* The task *
Tally the lines of the records below that include the word "Cherry", and write down only that tally.

:::

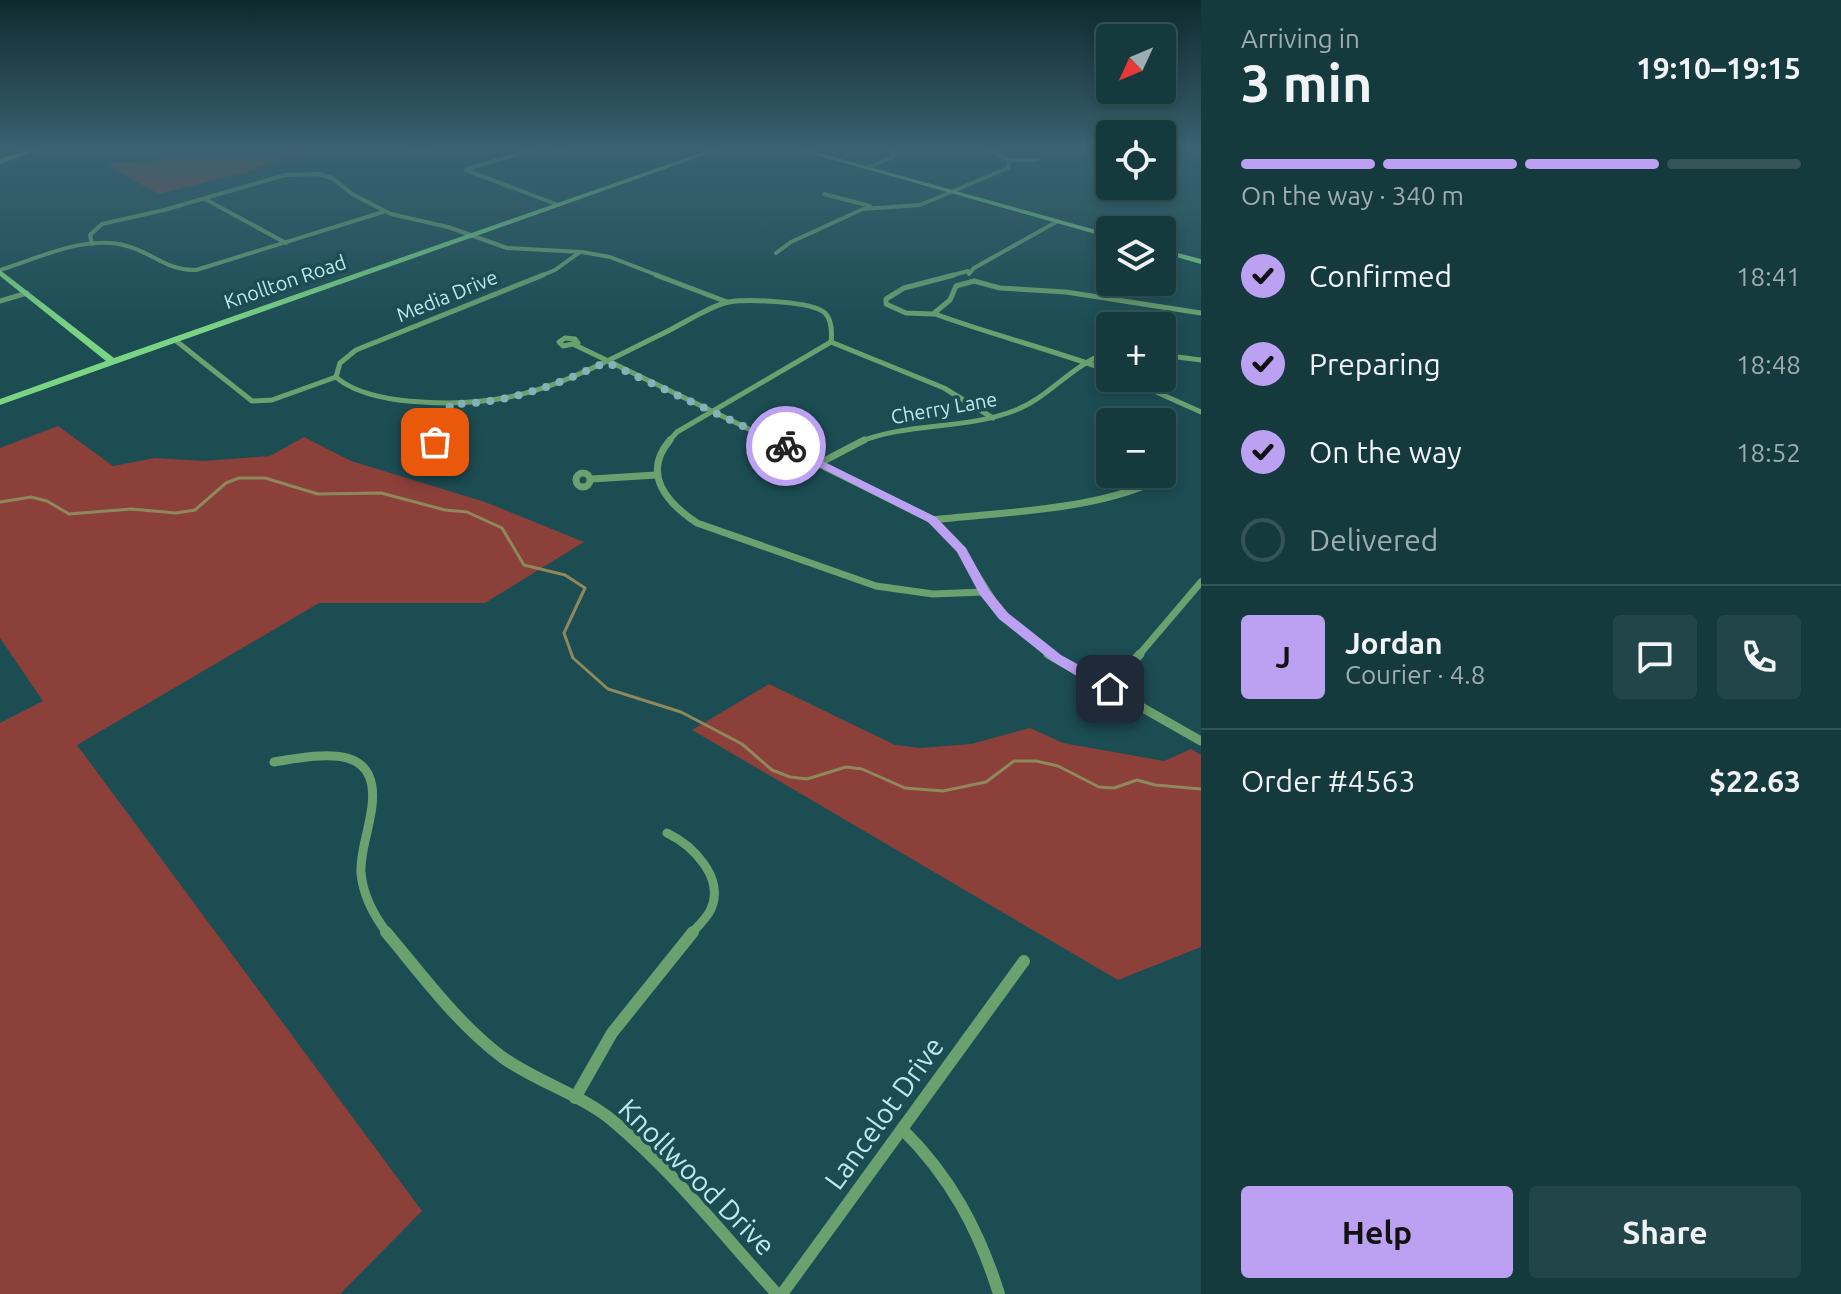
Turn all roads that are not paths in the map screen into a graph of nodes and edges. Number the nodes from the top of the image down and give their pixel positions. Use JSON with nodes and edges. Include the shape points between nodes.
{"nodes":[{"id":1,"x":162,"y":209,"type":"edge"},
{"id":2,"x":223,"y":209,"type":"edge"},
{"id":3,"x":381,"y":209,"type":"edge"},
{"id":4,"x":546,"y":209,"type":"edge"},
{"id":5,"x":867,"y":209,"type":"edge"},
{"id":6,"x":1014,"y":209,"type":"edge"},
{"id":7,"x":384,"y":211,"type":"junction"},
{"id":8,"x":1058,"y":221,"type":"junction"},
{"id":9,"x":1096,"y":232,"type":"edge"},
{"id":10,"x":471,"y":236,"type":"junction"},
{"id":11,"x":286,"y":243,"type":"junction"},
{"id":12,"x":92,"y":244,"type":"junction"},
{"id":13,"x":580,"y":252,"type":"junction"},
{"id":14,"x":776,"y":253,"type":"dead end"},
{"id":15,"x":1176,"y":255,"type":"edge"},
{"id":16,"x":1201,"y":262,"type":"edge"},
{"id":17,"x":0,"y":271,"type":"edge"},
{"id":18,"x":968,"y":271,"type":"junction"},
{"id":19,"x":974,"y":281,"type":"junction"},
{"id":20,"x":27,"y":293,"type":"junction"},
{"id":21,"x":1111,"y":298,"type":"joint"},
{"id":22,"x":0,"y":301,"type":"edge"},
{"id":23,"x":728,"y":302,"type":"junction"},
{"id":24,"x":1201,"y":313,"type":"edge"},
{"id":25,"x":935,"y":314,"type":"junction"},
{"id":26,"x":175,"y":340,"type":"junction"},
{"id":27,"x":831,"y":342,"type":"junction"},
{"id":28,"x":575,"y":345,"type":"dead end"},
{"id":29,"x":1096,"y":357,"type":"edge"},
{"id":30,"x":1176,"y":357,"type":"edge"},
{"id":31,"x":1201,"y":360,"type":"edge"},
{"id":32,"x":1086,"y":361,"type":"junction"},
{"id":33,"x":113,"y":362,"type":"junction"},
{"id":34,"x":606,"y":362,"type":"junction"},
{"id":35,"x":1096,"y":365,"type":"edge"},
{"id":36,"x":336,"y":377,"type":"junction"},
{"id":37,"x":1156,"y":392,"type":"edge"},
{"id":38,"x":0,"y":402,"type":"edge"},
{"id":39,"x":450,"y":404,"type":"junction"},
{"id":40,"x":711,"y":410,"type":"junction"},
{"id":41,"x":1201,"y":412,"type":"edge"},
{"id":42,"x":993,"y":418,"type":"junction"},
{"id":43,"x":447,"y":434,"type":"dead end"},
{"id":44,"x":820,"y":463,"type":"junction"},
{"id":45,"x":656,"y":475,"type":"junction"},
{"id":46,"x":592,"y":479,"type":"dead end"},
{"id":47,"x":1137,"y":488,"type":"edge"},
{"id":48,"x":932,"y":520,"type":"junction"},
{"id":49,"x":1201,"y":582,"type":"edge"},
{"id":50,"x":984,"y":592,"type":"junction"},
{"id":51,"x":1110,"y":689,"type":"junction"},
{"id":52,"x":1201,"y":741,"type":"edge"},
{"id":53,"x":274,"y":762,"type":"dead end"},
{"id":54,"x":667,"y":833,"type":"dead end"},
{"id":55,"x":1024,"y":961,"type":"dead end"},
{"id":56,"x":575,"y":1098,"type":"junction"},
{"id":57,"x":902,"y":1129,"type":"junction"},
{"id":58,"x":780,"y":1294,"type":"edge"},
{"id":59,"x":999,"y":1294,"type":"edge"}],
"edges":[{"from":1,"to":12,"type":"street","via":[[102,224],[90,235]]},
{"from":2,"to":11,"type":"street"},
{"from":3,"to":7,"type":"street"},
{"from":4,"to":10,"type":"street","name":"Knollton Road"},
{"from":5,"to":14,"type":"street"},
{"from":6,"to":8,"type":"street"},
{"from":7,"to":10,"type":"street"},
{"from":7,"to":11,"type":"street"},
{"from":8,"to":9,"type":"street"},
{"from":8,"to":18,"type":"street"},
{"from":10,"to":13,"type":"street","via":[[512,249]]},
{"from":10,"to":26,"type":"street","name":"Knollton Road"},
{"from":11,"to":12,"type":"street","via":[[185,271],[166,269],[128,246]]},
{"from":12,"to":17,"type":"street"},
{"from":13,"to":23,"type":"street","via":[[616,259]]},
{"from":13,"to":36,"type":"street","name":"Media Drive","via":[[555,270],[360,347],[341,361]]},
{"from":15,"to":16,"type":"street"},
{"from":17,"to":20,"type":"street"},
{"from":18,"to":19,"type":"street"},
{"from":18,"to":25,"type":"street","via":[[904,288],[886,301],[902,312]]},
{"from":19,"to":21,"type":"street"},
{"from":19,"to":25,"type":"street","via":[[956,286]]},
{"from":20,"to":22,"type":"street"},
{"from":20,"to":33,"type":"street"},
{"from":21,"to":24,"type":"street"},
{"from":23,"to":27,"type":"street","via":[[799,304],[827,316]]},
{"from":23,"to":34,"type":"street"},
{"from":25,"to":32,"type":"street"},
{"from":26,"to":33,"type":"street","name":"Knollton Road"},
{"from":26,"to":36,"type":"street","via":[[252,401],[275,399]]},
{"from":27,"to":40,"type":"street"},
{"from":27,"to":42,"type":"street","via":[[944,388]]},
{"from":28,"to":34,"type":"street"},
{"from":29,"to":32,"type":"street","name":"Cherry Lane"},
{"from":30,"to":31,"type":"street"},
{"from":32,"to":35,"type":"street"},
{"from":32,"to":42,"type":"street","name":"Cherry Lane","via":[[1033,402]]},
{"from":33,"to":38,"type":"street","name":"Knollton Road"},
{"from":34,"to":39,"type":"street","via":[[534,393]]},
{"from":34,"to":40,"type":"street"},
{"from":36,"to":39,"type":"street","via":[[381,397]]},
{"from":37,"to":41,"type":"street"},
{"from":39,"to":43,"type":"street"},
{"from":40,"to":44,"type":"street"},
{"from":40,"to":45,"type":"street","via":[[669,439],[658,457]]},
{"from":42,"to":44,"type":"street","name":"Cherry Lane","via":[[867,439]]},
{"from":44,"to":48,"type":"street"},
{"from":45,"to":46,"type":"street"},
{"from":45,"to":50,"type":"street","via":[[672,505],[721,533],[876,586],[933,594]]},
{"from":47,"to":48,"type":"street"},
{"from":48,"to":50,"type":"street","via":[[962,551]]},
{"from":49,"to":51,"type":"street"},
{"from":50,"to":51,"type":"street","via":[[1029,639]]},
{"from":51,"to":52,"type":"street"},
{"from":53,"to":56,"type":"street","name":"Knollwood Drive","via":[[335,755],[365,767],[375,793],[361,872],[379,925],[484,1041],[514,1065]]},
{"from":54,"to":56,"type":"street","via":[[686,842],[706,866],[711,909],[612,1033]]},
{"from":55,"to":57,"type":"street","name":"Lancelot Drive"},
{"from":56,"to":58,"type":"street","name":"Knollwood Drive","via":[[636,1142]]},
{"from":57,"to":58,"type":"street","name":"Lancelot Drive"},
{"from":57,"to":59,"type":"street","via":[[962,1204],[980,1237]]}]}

:::

* Response below *
3